Arizona audit contractor misses congressional deadline to provide information
The contractor that is conducting the Republican-led audit of the 2020 election in Maricopa County, Ariz. has missed a deadline to provide a Congressional panel with information about the audit, the Arizona Republic reported.
Cybersecurity firm Cyber Ninjas had until July 28 to provide the House Oversight and Reform Committee with information as part of a probe it announced a few weeks prior.
Reps. Carolyn Maloney (N.Y.) and Jamie Raskin (Md.), the panel’s top Democrats, asked Cyber Ninjas CEO Douglas Logan for documents and communications related to the company’s audit procedures, funding sources and other issues.
But according to The Arizona Republic, it was unclear if Cyber Ninjas had provided any information to the panel.
News of the missed deadline was first reported by Slate last week, citing a committee staffer involved in the inquiry.
Maloney’s office told the news outlet in a statement that Cyber Ninjas must “provide complete transparency over its questionable activities and sources of funding, and answer Congress’s questions without further delay.”
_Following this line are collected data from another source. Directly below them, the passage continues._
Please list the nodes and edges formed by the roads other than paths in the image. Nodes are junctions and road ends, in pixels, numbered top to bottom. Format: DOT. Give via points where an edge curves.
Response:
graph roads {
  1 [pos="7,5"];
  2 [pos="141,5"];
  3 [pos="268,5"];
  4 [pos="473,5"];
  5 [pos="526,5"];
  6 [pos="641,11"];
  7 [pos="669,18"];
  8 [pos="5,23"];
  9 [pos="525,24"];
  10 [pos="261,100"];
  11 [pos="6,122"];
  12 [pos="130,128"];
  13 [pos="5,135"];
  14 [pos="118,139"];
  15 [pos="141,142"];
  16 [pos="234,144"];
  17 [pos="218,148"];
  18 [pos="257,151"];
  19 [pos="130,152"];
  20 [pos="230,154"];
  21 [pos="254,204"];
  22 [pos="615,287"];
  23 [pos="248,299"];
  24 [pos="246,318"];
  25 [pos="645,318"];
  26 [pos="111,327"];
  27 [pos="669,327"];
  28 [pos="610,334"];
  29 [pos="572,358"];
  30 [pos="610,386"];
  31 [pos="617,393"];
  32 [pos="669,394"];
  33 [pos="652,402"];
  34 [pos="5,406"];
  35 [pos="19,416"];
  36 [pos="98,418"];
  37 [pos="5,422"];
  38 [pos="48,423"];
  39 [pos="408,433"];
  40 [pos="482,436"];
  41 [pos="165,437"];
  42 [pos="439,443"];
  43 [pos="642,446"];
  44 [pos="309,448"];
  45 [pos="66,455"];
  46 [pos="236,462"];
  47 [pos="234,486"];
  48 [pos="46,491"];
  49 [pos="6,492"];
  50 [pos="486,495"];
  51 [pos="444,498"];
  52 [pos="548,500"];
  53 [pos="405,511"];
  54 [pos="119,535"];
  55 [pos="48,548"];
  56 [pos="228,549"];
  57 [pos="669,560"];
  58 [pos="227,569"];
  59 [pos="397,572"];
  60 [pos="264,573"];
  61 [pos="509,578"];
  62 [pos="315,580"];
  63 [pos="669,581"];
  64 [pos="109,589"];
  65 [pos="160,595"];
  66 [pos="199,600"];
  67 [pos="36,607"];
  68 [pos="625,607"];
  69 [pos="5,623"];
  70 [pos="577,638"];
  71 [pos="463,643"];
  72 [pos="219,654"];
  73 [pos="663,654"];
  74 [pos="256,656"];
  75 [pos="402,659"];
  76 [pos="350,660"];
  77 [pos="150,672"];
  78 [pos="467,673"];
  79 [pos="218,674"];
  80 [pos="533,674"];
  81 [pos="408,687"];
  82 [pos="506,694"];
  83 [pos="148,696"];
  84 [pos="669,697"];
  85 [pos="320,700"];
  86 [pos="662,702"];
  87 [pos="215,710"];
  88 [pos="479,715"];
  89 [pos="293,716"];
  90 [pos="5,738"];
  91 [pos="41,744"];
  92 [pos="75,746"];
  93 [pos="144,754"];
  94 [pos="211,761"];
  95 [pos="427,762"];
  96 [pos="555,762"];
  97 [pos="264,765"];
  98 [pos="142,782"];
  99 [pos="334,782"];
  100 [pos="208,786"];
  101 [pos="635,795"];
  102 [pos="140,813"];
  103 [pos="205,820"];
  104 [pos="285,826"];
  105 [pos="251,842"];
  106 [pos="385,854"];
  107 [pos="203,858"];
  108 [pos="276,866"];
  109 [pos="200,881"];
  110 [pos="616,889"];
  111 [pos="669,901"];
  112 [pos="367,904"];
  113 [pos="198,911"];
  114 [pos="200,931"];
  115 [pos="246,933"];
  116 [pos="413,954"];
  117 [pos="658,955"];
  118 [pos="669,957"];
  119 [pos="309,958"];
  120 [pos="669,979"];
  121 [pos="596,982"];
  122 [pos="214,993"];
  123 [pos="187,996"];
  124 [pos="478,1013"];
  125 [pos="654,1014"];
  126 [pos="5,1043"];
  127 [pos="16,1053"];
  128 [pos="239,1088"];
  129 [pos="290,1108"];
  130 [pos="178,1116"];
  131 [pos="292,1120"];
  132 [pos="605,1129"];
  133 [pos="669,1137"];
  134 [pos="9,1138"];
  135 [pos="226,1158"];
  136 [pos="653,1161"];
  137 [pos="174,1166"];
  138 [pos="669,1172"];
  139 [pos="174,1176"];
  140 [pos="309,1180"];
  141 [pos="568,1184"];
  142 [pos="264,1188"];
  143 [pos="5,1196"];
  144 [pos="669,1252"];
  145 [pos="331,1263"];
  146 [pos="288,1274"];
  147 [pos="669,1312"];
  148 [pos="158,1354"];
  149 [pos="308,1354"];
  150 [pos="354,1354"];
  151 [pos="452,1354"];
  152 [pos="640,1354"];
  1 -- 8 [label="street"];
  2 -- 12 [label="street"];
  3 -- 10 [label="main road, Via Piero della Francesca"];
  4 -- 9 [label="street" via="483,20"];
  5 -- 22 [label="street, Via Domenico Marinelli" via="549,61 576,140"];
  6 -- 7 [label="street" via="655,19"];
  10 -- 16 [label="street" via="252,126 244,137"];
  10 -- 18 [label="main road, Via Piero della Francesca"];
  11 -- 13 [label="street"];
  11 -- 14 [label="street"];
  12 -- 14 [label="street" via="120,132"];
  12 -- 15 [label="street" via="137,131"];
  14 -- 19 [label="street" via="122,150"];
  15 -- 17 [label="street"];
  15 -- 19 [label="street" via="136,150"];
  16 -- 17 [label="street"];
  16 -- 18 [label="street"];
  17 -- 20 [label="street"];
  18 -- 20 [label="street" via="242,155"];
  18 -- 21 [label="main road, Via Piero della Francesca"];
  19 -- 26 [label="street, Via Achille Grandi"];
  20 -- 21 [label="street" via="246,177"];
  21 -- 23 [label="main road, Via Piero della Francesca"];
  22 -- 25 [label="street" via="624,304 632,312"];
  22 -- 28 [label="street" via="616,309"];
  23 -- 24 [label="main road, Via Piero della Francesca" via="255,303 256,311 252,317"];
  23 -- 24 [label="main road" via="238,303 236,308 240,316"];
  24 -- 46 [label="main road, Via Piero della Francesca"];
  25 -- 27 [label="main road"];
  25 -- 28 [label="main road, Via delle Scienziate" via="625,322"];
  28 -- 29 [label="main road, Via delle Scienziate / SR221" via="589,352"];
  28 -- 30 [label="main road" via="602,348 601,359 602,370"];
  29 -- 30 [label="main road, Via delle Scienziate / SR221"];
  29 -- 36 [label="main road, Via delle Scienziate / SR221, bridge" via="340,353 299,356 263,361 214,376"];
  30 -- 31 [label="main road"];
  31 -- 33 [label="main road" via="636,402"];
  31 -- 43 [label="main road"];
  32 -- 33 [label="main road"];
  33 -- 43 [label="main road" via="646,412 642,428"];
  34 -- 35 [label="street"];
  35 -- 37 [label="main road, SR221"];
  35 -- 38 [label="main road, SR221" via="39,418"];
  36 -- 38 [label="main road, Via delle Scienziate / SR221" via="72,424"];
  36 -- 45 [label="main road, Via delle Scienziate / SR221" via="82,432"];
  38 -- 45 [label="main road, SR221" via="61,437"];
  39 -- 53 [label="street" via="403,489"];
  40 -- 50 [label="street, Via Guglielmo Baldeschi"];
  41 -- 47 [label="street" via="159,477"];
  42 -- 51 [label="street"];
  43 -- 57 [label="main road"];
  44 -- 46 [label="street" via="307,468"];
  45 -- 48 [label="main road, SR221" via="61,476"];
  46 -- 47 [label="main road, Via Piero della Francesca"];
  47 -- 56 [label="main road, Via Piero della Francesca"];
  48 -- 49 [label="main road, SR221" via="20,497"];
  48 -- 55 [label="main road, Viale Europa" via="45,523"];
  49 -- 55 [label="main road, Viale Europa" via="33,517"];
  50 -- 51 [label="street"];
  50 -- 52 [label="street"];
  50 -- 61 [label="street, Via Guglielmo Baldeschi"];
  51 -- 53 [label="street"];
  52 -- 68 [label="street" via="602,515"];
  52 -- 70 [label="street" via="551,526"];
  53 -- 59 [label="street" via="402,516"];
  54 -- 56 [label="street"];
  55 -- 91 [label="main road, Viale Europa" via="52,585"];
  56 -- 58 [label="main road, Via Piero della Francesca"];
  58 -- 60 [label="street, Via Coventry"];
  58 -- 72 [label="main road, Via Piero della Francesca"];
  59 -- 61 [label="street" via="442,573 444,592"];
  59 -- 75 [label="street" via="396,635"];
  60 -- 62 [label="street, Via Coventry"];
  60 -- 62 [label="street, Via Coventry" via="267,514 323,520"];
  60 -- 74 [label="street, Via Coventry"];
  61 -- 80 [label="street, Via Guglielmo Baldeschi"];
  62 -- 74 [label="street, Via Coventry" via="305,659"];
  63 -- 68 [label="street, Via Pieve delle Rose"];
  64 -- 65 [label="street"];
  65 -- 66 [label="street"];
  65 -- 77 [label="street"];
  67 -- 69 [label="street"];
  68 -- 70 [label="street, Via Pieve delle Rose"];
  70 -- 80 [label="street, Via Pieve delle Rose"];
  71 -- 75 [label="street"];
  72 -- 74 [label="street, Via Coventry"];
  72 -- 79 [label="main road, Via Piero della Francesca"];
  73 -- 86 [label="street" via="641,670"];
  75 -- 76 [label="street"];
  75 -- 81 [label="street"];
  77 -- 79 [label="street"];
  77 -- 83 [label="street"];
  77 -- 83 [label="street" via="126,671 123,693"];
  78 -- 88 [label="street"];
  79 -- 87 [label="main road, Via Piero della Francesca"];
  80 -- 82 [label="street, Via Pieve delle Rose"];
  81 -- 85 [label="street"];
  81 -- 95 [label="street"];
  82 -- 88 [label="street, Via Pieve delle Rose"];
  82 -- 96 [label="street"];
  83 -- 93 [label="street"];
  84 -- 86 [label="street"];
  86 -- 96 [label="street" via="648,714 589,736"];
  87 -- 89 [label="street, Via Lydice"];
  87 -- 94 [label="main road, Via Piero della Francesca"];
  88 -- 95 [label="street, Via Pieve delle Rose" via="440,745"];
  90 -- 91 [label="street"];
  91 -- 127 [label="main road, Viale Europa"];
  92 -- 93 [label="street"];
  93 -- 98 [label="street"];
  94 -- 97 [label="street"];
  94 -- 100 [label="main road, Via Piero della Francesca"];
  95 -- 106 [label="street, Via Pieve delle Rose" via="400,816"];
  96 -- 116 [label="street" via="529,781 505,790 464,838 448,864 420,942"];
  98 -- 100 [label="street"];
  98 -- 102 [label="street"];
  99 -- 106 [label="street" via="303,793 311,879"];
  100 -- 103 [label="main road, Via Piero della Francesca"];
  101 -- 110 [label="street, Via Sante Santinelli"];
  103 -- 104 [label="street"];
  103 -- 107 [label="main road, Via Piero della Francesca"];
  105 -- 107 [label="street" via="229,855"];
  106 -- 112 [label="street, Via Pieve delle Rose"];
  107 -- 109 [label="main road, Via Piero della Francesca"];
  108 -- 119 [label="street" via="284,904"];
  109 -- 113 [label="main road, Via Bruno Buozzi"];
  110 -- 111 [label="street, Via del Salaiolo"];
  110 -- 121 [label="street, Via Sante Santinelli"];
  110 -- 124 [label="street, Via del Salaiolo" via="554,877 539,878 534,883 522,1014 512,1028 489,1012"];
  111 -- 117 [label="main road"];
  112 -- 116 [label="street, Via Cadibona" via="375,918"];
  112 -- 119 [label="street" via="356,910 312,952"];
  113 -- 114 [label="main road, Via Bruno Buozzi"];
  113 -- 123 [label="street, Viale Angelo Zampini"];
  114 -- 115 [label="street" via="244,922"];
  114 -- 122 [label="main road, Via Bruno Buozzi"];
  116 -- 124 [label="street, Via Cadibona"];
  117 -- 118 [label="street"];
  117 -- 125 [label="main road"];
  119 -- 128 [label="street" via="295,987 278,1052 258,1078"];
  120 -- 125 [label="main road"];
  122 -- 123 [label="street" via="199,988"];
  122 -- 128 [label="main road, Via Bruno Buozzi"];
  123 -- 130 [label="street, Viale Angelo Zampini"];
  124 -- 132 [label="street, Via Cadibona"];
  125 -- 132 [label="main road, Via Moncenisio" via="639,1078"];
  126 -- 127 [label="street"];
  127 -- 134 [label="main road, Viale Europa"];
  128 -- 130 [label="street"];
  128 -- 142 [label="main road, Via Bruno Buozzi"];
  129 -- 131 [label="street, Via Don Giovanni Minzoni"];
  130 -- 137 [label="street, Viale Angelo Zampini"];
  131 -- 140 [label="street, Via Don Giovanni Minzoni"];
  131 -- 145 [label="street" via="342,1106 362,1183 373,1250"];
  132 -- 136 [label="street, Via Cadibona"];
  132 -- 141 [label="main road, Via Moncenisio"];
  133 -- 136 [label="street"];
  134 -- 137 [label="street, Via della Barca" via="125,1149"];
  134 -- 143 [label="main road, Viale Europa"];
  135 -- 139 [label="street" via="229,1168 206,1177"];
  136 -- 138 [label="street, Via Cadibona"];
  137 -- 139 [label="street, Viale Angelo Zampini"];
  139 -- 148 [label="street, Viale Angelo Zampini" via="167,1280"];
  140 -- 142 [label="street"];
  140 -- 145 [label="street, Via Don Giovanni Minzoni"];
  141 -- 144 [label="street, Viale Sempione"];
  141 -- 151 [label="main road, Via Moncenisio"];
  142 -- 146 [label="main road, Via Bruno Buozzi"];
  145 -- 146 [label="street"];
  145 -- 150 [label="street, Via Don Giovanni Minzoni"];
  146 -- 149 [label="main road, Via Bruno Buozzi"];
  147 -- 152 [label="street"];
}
“If it does not, we will use all tools available to ensure we get the answers we need to protect the integrity of federal elections,” the statement said.
The Hill has reached out to the Oversight panel for comment.
The Arizona state Senate approved the audit in April despite previous audits confirming that the ballots were counted properly.
President Biden won the Grand Canyon State by roughly 11,000 votes over former President Trump, making Biden the first Democrat to carry the state since former President Clinton in 1996.
Cyber Ninjas was hired to oversee the audit despite having no prior experience in election audits.
Around the same time the Oversight panel announced its investigation, the Maricopa County Board of Supervisors approved nearly $3 million for new vote-counting machines.
This came after Arizona Secretary of State Katie Hobbs warned that Cyber Ninjas’s work may have compromised the “security and integrity” of the machines.